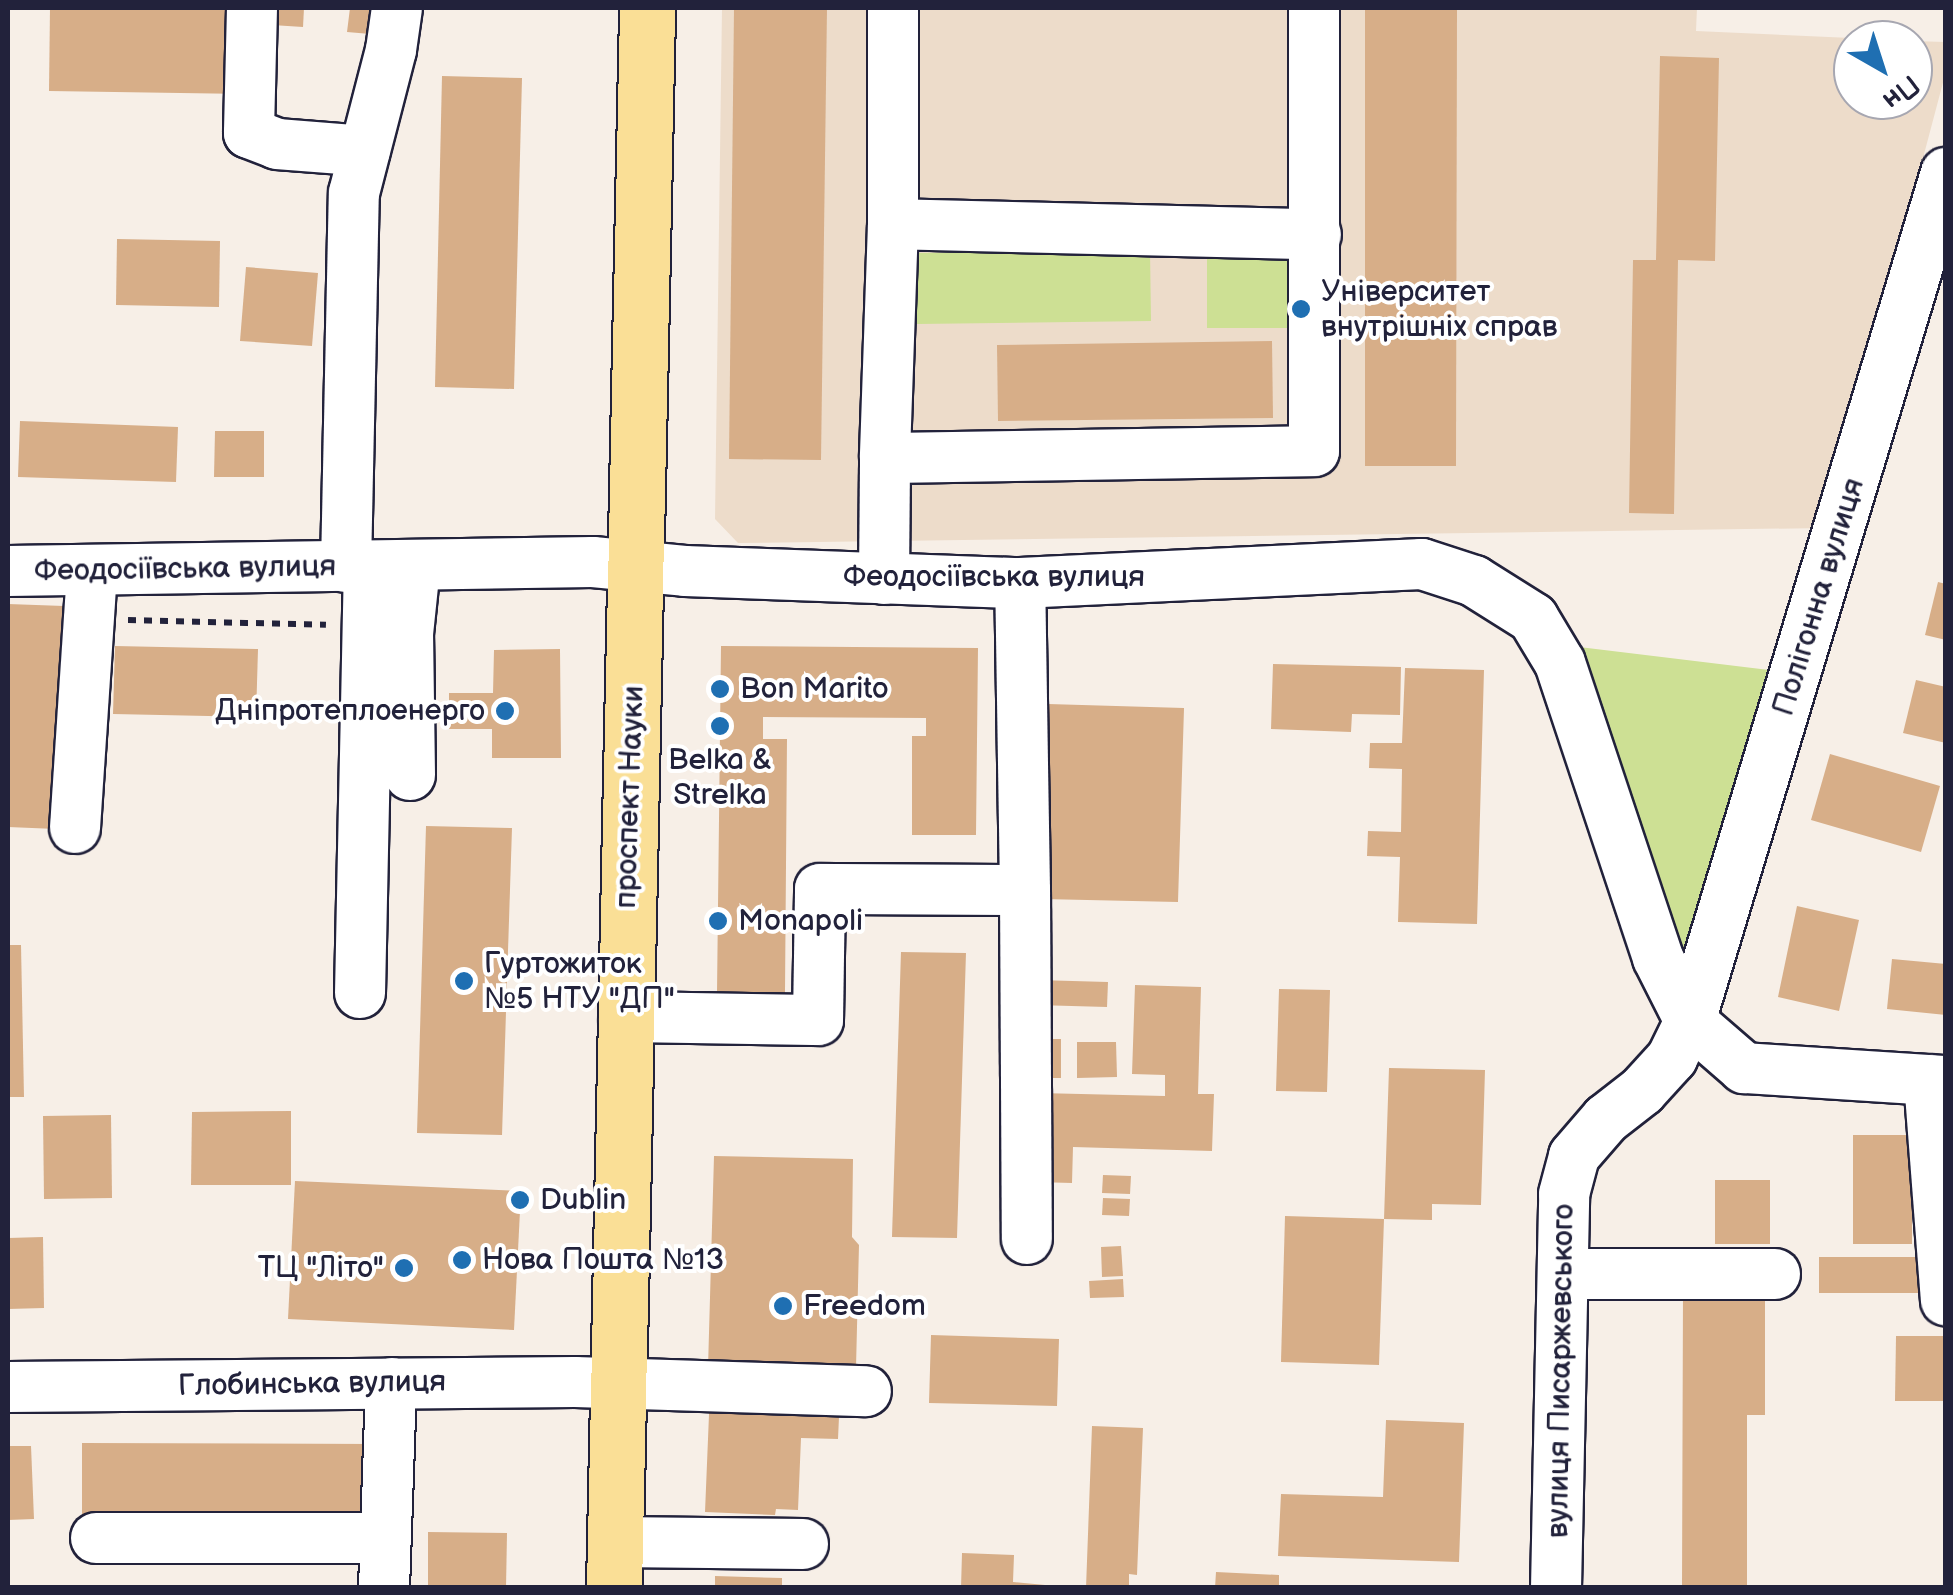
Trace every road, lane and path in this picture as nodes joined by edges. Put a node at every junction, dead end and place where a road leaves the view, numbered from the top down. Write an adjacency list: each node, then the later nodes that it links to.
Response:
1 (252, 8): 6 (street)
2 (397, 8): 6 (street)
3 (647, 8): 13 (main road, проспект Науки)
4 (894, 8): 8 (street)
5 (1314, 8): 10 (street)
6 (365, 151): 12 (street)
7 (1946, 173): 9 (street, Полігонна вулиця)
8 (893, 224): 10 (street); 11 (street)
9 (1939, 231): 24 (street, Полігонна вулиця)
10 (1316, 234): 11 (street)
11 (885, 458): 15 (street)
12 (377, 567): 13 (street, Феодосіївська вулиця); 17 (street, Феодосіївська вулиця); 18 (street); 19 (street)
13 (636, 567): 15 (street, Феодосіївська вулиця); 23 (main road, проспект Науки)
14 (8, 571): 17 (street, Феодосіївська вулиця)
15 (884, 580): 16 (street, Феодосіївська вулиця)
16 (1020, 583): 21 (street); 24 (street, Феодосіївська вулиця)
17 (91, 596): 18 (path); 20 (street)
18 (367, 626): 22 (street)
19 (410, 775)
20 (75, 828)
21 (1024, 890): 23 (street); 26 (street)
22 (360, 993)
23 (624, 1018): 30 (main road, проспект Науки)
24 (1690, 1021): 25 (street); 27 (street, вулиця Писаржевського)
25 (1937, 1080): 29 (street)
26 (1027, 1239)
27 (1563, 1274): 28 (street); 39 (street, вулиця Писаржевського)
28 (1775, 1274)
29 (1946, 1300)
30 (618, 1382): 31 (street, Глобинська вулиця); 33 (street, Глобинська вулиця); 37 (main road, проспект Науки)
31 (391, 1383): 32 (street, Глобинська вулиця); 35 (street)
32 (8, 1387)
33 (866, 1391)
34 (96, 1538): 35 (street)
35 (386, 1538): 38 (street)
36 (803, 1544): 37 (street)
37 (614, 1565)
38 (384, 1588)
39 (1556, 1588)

-------

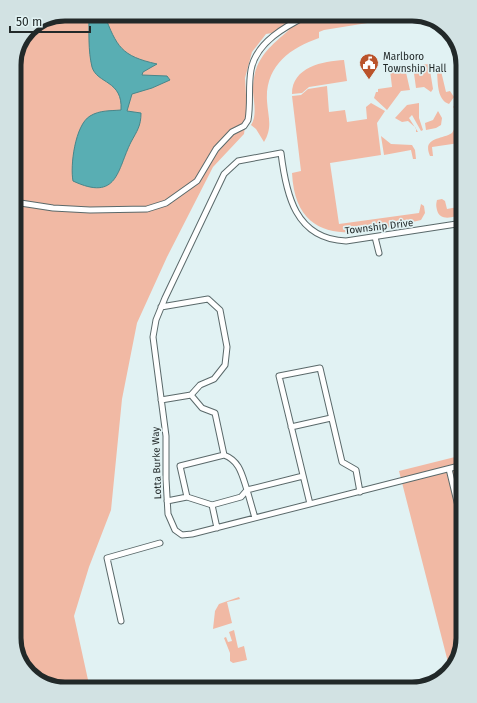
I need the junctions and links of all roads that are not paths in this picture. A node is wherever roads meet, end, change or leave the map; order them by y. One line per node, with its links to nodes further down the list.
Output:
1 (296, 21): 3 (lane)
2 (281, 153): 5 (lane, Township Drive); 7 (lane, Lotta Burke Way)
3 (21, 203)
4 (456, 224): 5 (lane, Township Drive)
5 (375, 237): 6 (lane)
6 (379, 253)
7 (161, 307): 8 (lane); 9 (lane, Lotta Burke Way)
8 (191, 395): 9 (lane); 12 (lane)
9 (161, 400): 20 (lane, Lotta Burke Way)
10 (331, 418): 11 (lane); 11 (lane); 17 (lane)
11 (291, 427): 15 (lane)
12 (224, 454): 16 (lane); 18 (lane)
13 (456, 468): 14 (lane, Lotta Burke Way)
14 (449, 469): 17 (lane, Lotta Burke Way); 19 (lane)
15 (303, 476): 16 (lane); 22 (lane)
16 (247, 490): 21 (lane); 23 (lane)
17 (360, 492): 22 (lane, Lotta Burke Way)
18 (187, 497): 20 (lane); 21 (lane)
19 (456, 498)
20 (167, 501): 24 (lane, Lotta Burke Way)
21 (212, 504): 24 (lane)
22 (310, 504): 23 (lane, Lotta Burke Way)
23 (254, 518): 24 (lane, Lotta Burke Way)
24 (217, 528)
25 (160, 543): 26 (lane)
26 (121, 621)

-------

Identify each line in the entries with the word "node" and copy it.

YOUR RESPONSE:
Trace every road, lane and path in this picture as nodes joined by edges. Put a node at every junction, dead end and place where a road leaves the view, numbered from the top down. Write an adjacency list: each node, then the later nodes that it links to.
I need the junctions and links of all roads that are not paths in this picture. A node is wherever roads meet, end, change or leave the map; order them by y. One line per node, with its links to nodes further down the list.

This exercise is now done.